For all those hardcore NBA fans who honestly believe that Michael Jordan created the game of basketball, let me stop you right there. It only seemed that way, especially when looking in the rear-view mirror of a career that was mostly storybook and unequaled in the annals of the sport.
There never was and never will be another Michael Jordan. His individual statistics during his 15-year career (all but two with the Chicago Bulls) justify the recent comments made by Los Angeles Lakers head coach Phil Jackson when he told the Los Angeles Times' T.J. Simers to “stop comparing anyone to Michael Jordan. It’s just not fair. He was remarkable.”

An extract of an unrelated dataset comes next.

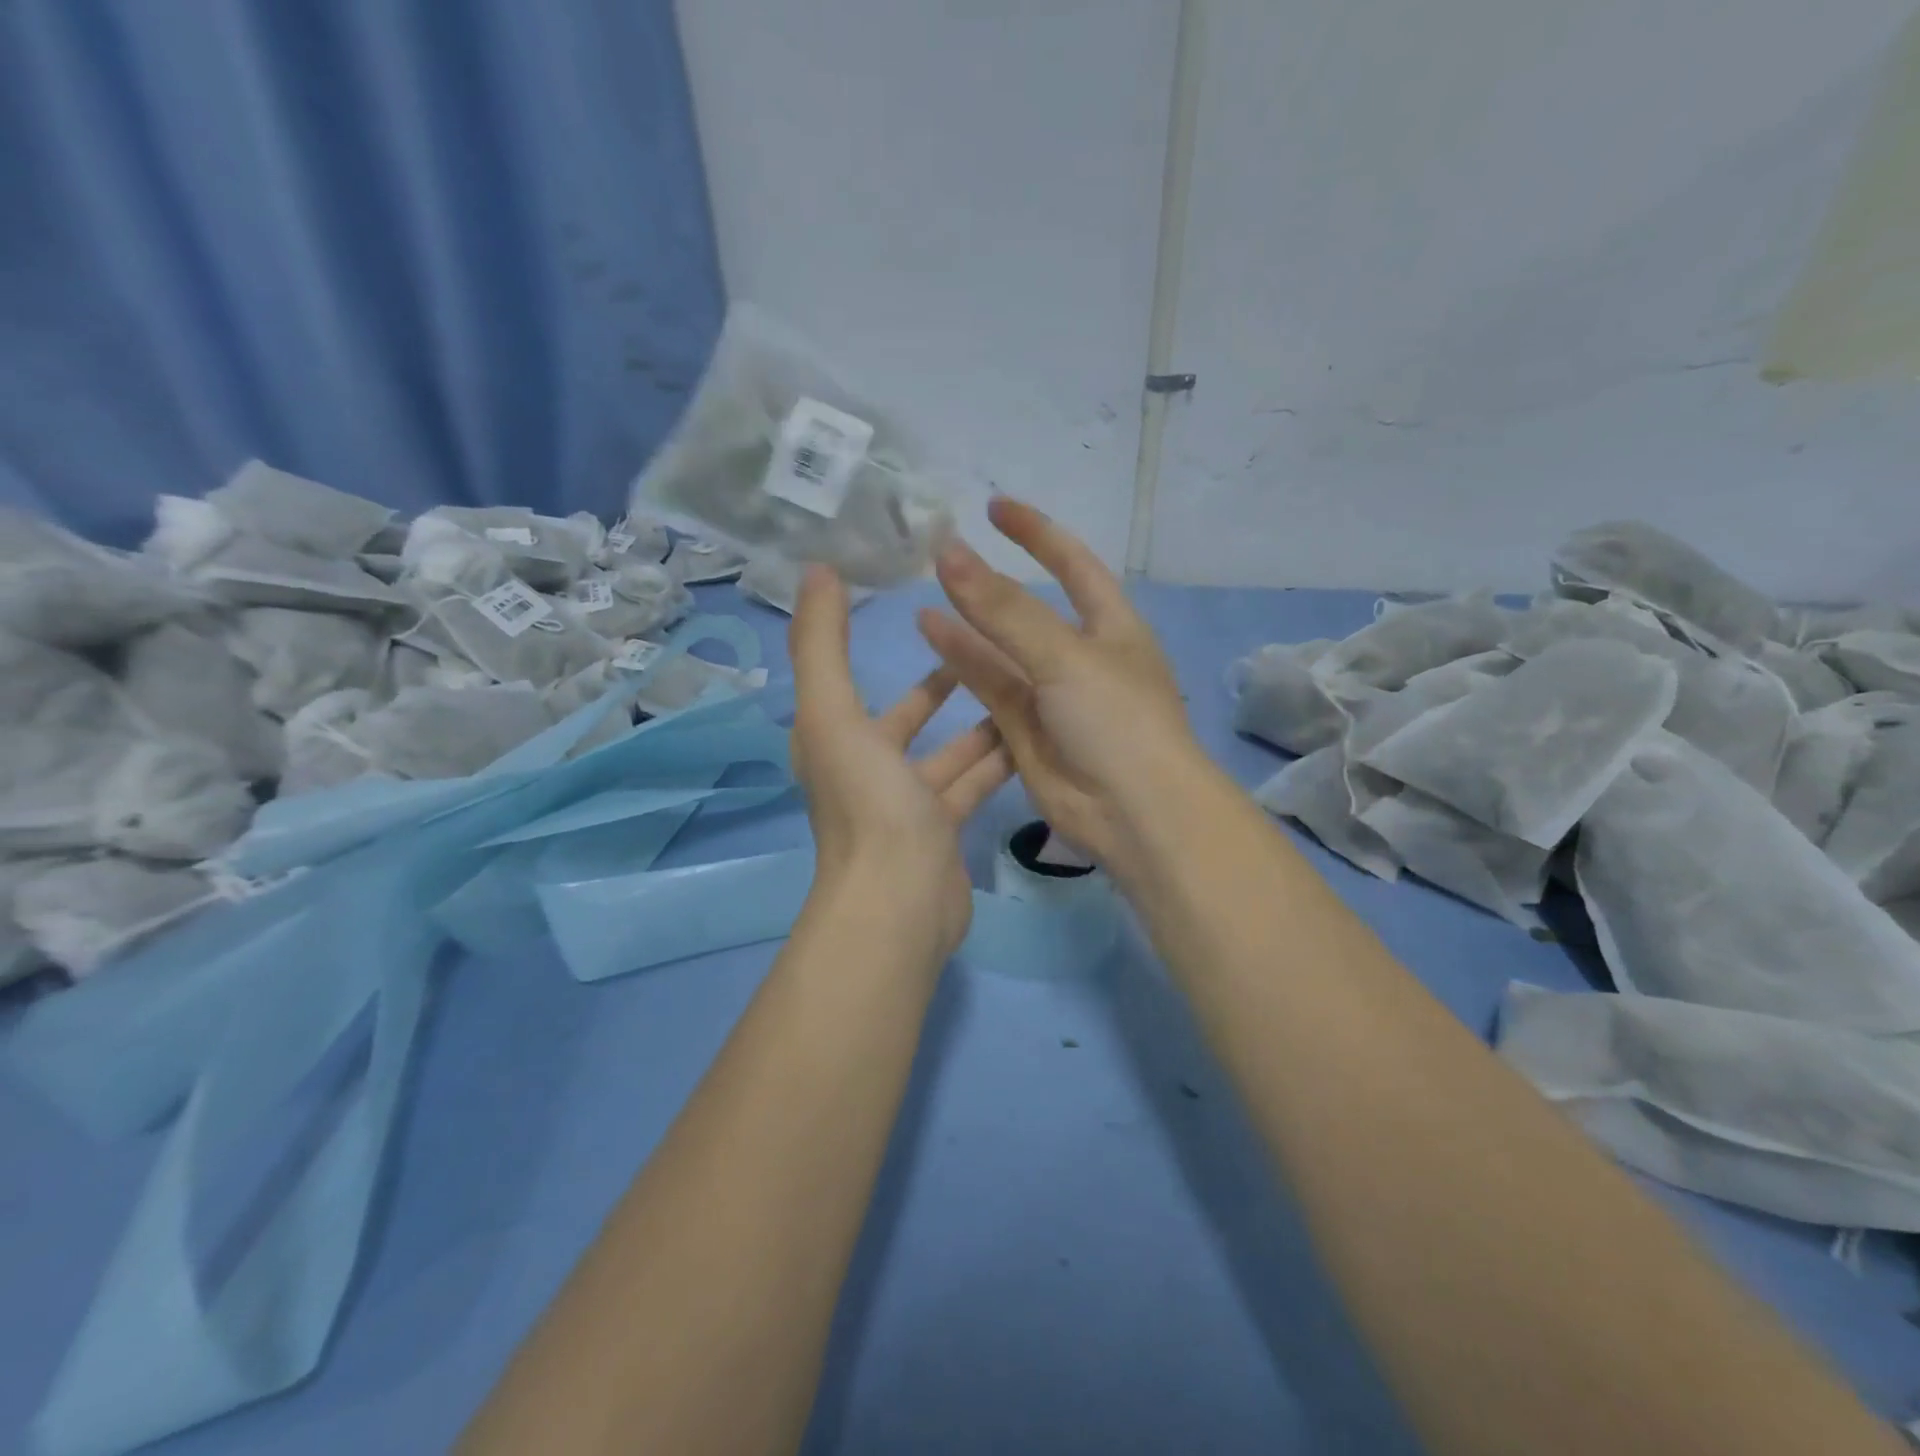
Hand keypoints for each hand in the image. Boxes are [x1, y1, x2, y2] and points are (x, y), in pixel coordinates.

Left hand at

Jackson, of course, should know. He’s coached two of the greatest players the game has ever seen in Jordan and Kobe Bryant. While acknowledging Bryant as an exceptionally gifted player in his own right, Jackson is quick to point out that the Lakers’ superstar is not MJ: “It's one thing to hope to be like him (Jordan), it's another thing to be like him."
The comparisons are inevitable, simply because both played the same position, they are the same height, they played for the same coach and they won almost the same number of NBA championships (Jordan has six, Bryant five). Bryant has emulated Jordan in many aspects of his game and has said as much.
Is Michael Jordan a better all-around player than Kobe Bryant? If statistics mean something, then the simple answer is yes. But if heart and will to win count for anything, then Bryant surely would give Jordan a run for his money.
Phil Jackson is right: Kobe Bryant is not Michael Jordan. And that’s not necessarily a bad thing.